Wednesday, 23 February 2011

Harvesting the Crop

If you are looking to get better at something, you're not going to get very far without either practice or feedback.

Repetition is an essential part of practice, but simple repetition is not enough. Without reflection and deliberation it can be all too easy to plateau without realising it, reinforcing accidental habits, ingraining misunderstandings and baking in blind spots. But even with patience and heightened self-awareness, there are limits to self-improvement. You simply don't know enough about the thing you're trying to learn about. Learning by trial and error is too haphazard to offer meaningful structure and progress on its own.

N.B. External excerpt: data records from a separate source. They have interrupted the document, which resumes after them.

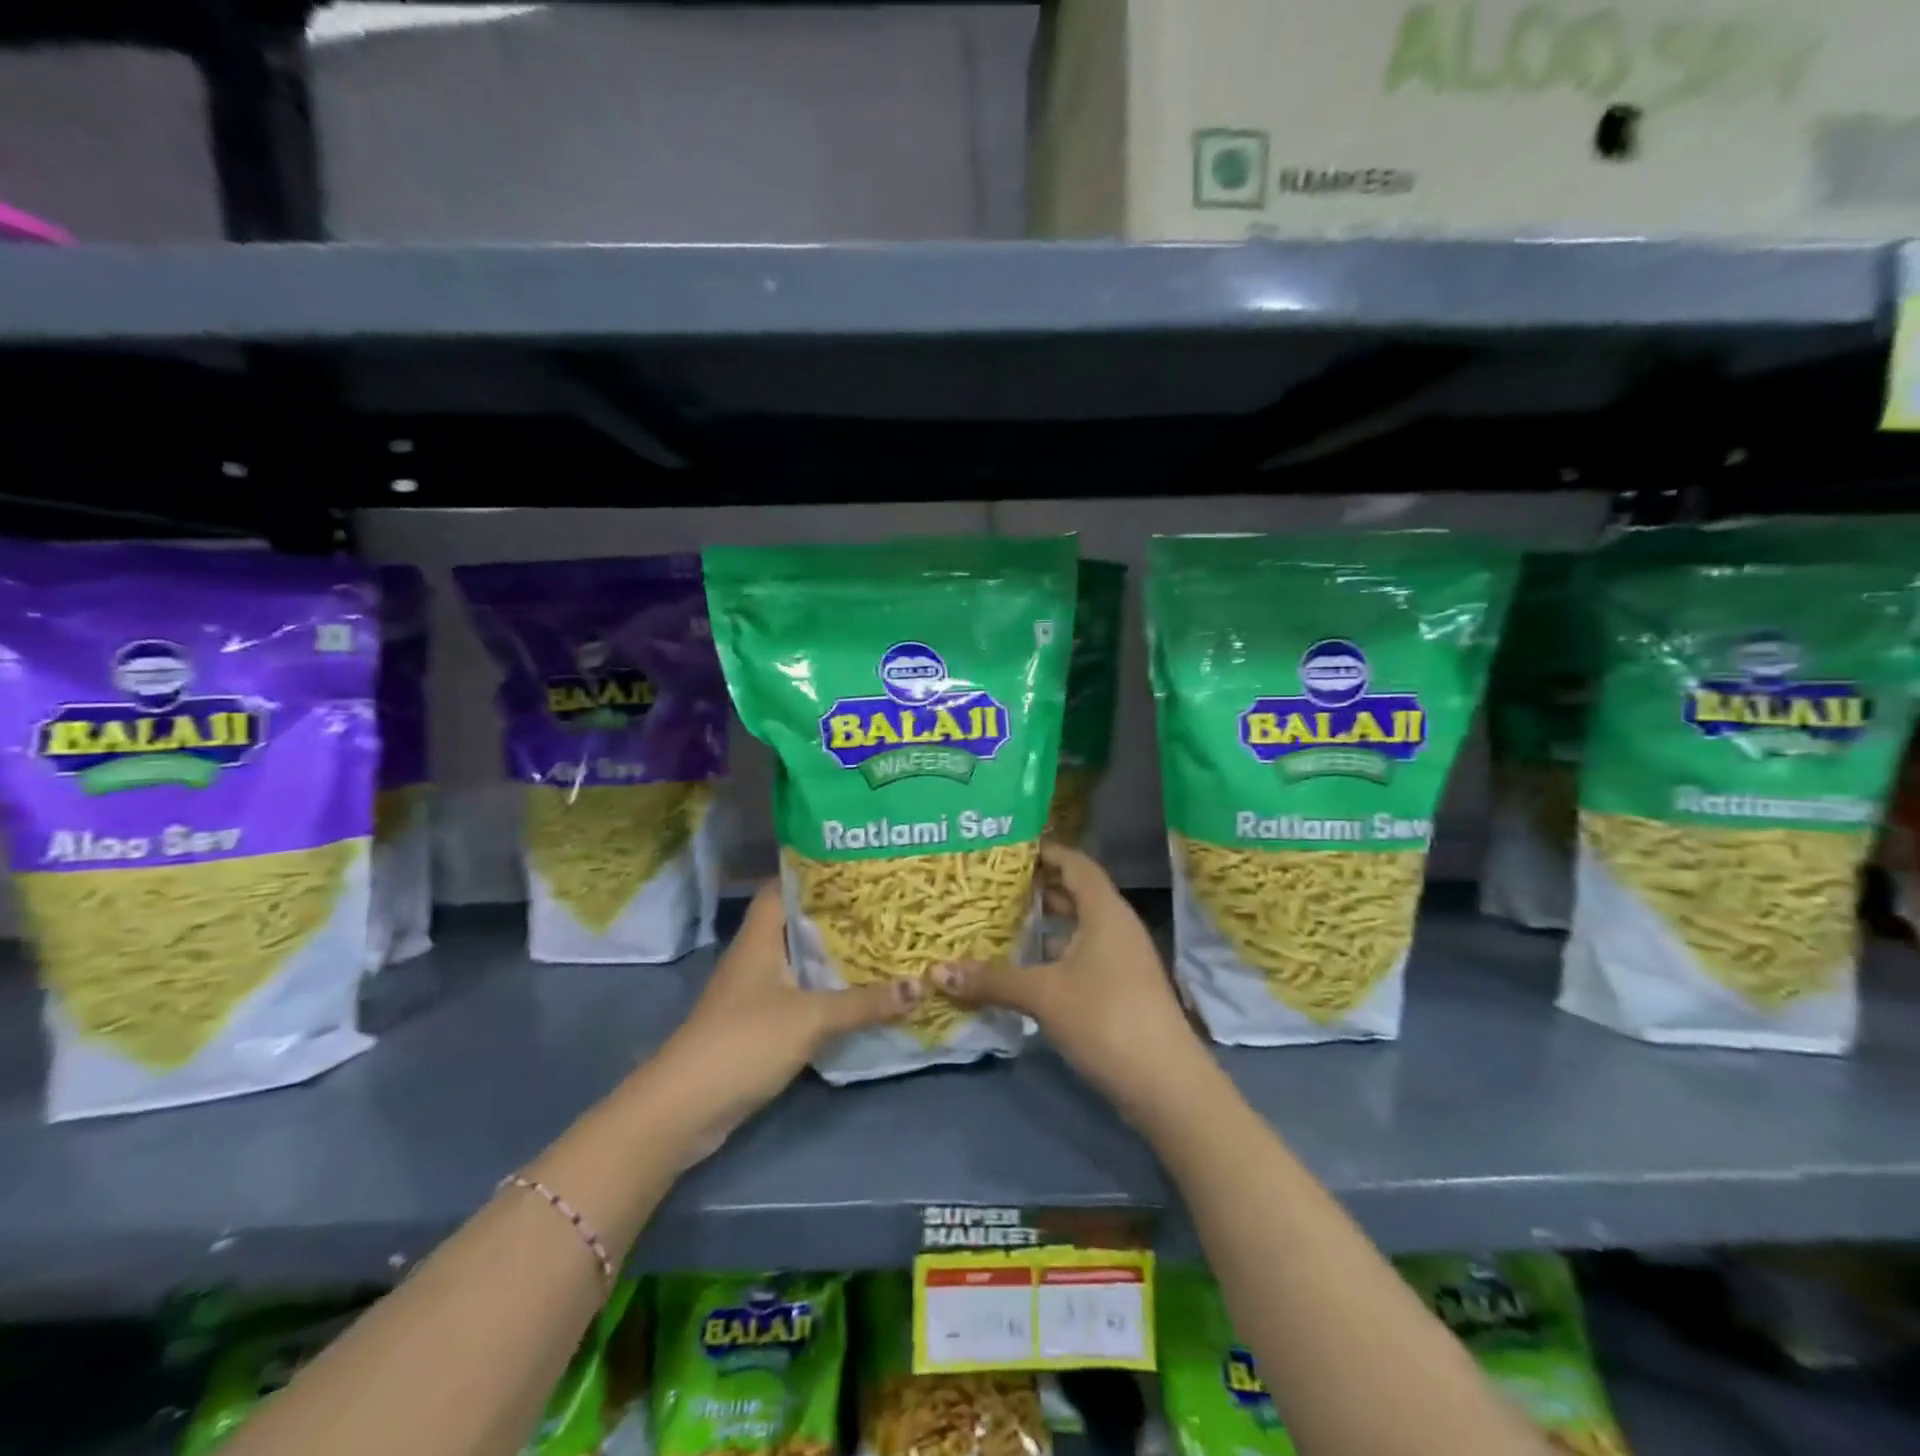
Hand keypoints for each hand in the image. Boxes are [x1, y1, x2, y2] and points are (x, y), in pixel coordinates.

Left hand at [652, 882, 918, 1157]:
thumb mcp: (811, 1018)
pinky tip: (858, 993)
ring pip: (799, 961)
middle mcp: (755, 956)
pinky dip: (825, 990)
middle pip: (796, 923)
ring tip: (881, 942)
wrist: (685, 1109)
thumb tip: (920, 985)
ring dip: (833, 955)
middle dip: (836, 915)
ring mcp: (753, 991)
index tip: (857, 869)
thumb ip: (864, 1003)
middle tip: (883, 906)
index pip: (782, 886)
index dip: (815, 873)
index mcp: (759, 937)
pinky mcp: (757, 1023)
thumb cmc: (744, 1042)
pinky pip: (798, 994)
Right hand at [936, 842, 1203, 1111]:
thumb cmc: (1105, 1018)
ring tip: (1001, 924)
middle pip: (1076, 894)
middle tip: (994, 887)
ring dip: (1045, 927)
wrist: (1166, 1084)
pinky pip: (1083, 957)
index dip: (1046, 852)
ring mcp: (1123, 960)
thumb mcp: (1043, 994)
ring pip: (1079, 929)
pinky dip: (1054, 956)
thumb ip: (992, 979)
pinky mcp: (1122, 990)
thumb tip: (936, 971)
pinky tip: (1024, 970)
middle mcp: (1117, 927)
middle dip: (1037, 890)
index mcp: (1105, 911)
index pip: (1076, 863)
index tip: (1009, 849)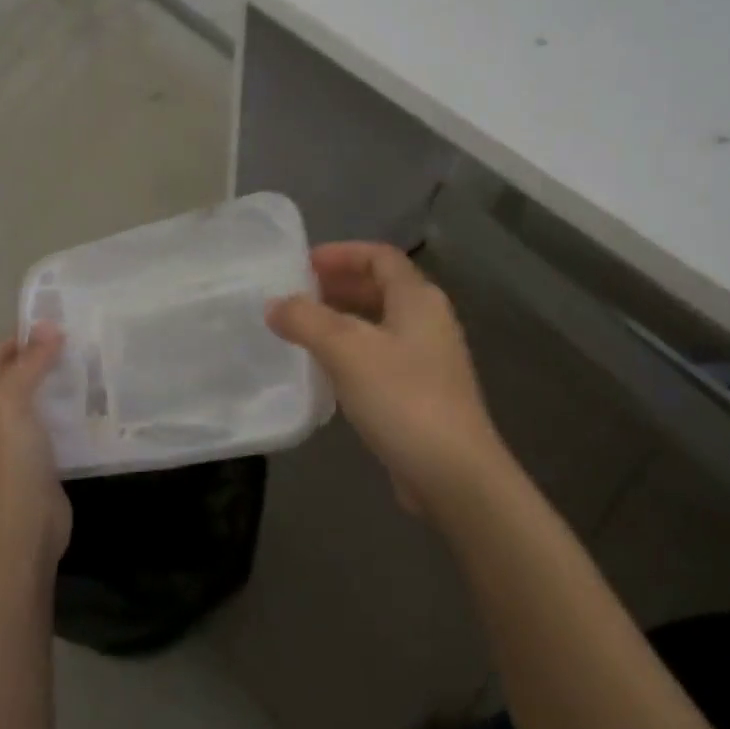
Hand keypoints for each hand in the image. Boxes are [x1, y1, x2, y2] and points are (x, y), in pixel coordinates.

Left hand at [0, 325, 68, 567]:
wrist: (21, 528)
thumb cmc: (7, 457)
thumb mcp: (11, 398)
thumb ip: (30, 360)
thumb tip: (49, 324)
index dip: (26, 338)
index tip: (63, 324)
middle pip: (14, 378)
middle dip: (43, 360)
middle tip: (81, 343)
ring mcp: (4, 446)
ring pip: (32, 402)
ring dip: (56, 386)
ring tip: (89, 367)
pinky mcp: (30, 464)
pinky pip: (46, 426)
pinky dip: (63, 412)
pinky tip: (87, 404)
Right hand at [269, 242, 507, 519]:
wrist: (454, 475)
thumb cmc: (402, 398)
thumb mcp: (346, 350)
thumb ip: (306, 320)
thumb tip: (274, 305)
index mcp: (418, 298)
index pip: (379, 256)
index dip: (341, 253)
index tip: (302, 265)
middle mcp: (428, 320)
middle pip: (380, 287)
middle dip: (338, 285)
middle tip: (296, 294)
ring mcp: (428, 358)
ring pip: (379, 323)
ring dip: (342, 319)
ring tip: (302, 329)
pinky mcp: (422, 392)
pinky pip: (381, 355)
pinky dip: (352, 351)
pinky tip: (325, 369)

And self-knowledge is inevitably imperfect (consider, for example, the Dunning–Kruger effect).

The degree of detachment and kind of feedback needed can sometimes only come from someone else. My recent interest in amateur photography has borne this out. I have submitted photos to a number of sites and been pleasantly surprised by the useful and respectful comments when feedback is enabled and encouraged on a site. In particular, the Street Photography Now Project attracts a range of individuals interested in meeting a weekly challenge and offering feedback on others' contributions.

Positive comments help you to figure out where you've managed to capture and present something that others rate (see, for example, here). Although encouraging and good for self-esteem, simply knowing that someone else likes a picture is not necessarily enough to learn from what you have done. What really you really need to know is why. What was it about the image that worked? And specific is generally better than general (here and here, for example), although a mix of general positive and specific feedback is also a good sign (such as here).

But feedback is not just about "I like this" or "I like this because...". Learning doesn't arise solely from getting things right. But knowing only that a picture didn't quite hit the mark is of limited use as feedback. Knowing why it didn't work is far more useful. And knowing how to improve it is the most useful of all.

One picture that I posted at the end of last year attracted this kind of constructive feedback. It was of a protest in Victoria Park, Hong Kong:

This event was a great photo opportunity and I felt the picture was the best shot I took that day. It was invited for inclusion in another group, which is a hint that I got something right.

I had tried to focus on a number of interesting elements. I had wanted to get a sense of scale and space, while excluding the larger part of the scene around it. The following shot gives a better sense of the context:

I had moved in closer, and zoomed and cropped, to capture people and colour. The first image is certainly a more interesting composition than the second, but getting something right doesn't preclude the possibility of getting more right. When I selected, edited and posted, I was happy with the shot, but still felt there was something I could improve — I just didn't know what. The suggestions were spot on and quite specific:

  • Try isolating a little bit more of the scene in order to achieve something with greater interest.
  • The main interest to me are the two girls turned (the pink and purple is also really nice in the way it contrasts with the overall scene).
  • I get the feeling you focussed on the whole colourful look but missed the opportunity to get in close.

I have revisited and recropped the picture. The result is a significant and, with hindsight, obvious improvement, but not one I would have made without the feedback:

A picture tells a story. It frames a scene. By definition, a frame both includes and excludes. While some elements are emphasised, others are de-emphasised and even omitted. Behind every good story is a world of detail and implication left in the author's head and suggested and resupplied by the reader. So it should be for a picture.